Jamie Freeman is pulling out a club C172 with a tractor and gives me a wave of welcome. We go into the restaurant and I ask Jamie what changes there have been in the five years since I last profiled the airfield. The Tiger Club has gone, but other tenants have taken its place, so things are as busy as ever, he says. Currently there are 30,000 movements a year. Some 65 aircraft are based on the airfield.

Jamie is 58 and owns half of Headcorn; his cousins and uncle owning the other half. He got his pilot’s licence in 1987 and has logged 650 hours. I ask if he owns an aircraft and he says, “Yes, thirteen!” but it turns out he is referring to what are effectively club training machines?his company owns them and leases them to a number of instructors, each of whom is self-employed. There are Cessnas, Robins, PA-28s and?recently acquired?a Cub, “and I fly all of them”. His favourites are the Cub and Robin.

In the years before the war, Jamie’s grandmother Betty was a friend of Geoffrey de Havilland jr, who subsequently became a test pilot and was killed test-flying a DH108 in 1946. Jamie’s grandfather, Denby Naismith, was a keen pilot, and in later years he also became a test pilot, test-flying among other aircraft types, the Cessna 150, which first flew in 1957.

I’m curious to know what it must have been like, growing up on a family-owned airfield. I ask when he started flying. “About the age of seven,” he says. “It would have been with my mother as pilot, to France in the family Auster. We had relatives living in Berck sur Mer, and she flew there a lot, sometimes just to buy some baguettes.

My sister Elizabeth and I travelled by air so often as children that taking a train instead was a novelty and a treat.” Today Jamie’s sister lives in America. Jamie has two daughters: Alice, who’s eighteen and aims to get her pilot’s licence this year and Emily, who is sixteen. “Alice takes after my father Chris,” he says, “She’s cool under pressure. Emily takes after her mother: she’s dexterous and wants to be a vet like her mum, whose practice is based here on the farm.”

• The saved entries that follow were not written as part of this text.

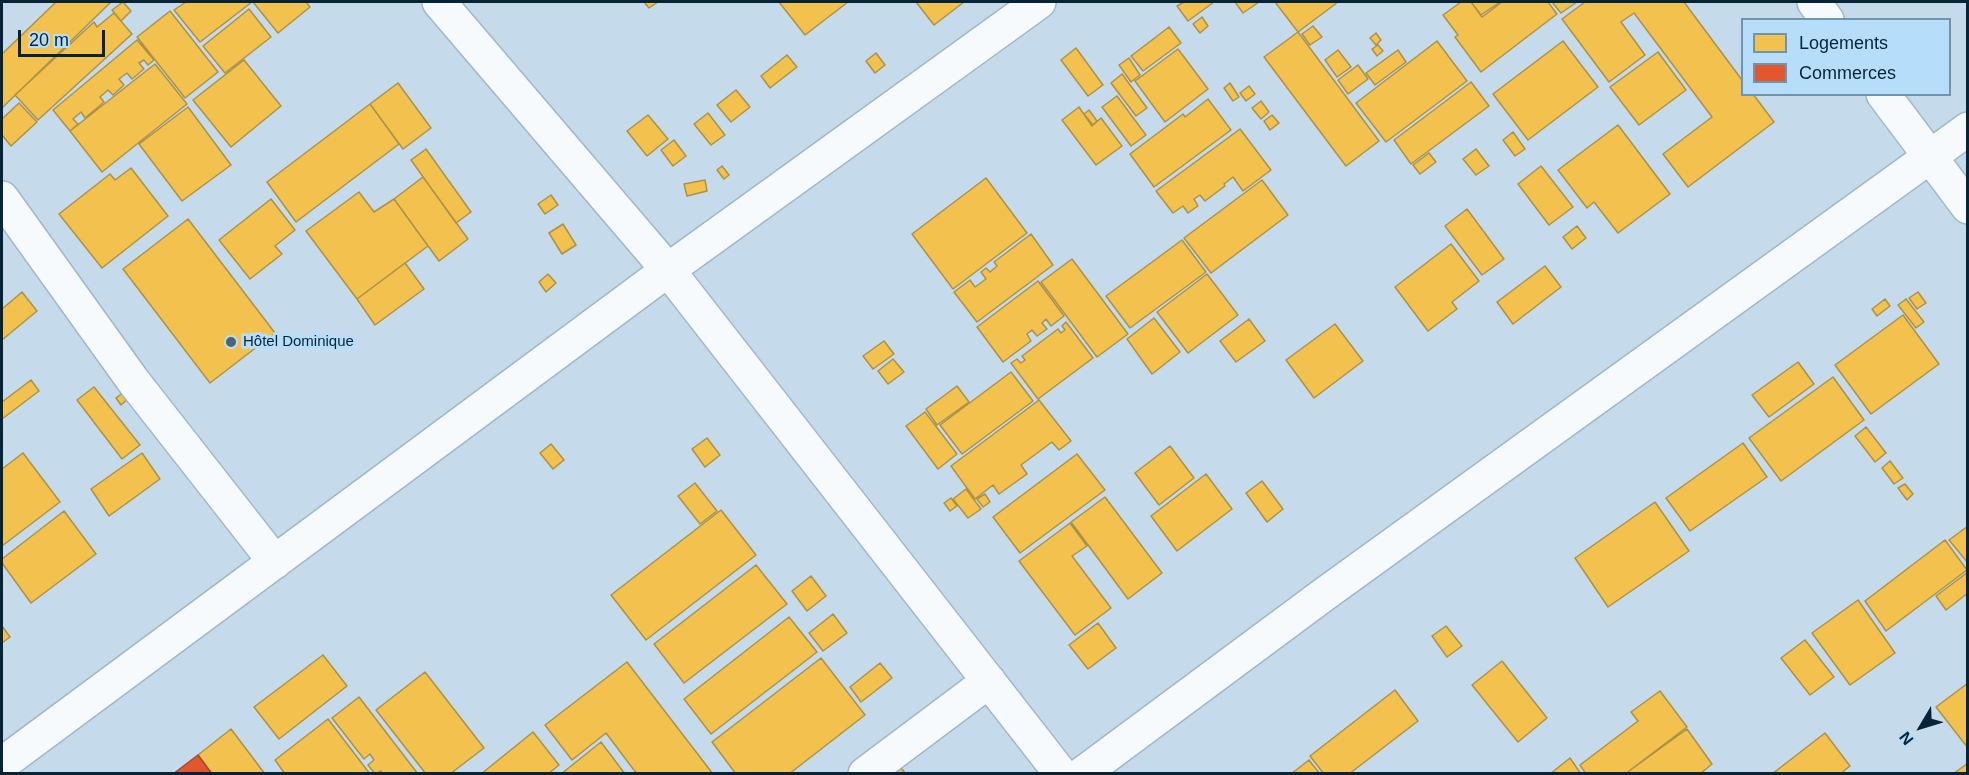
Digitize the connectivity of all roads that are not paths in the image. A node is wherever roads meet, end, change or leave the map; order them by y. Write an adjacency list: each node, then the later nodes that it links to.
1 (439, 2): 10 (street)
2 (1039, 2): 10 (street)
3 (1814, 2): 4 (street)
4 (1826, 18)
5 (1885, 96): 7 (street)
6 (1968, 129): 7 (street)
7 (1930, 156): 9 (street); 16 (street)
8 (2, 198): 11 (street)
9 (1968, 207)
10 (668, 270): 11 (street); 12 (street)
11 (275, 562): 13 (street)
12 (989, 681): 14 (street); 15 (street)
13 (2, 764)
14 (865, 774)
15 (1060, 774)
16 (1082, 774)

Jamie’s mother, Diana got her pilot’s licence in Canada and met his father, Chris, through motor racing; they were both keen amateur racing drivers. “It was she who was mainly responsible for getting this airfield going again post-war. After pre-war civilian flying, and following the RAF’s departure, it had fallen into disuse; she got it running again.”

He continues: “My mother bought Auster G-AJEI, for my father and she flew the other family Auster, G-AJGJ. We had a lot of flying friends, some famous. Neville Browning used to fly his Zlin here and stayed with us regularly. He was a great family friend.” I ask if his father Chris was also a pilot. “Not a qualified pilot, no. He went solo, but was too busy to get his pilot’s licence.” Jamie, too, finds running an airfield (plus farm) means that he can spare little time for flying. The 250-acre farm used to be mixed, with sheep, pigs, dairy and arable farming, but these days is just grazing for sheep and cattle.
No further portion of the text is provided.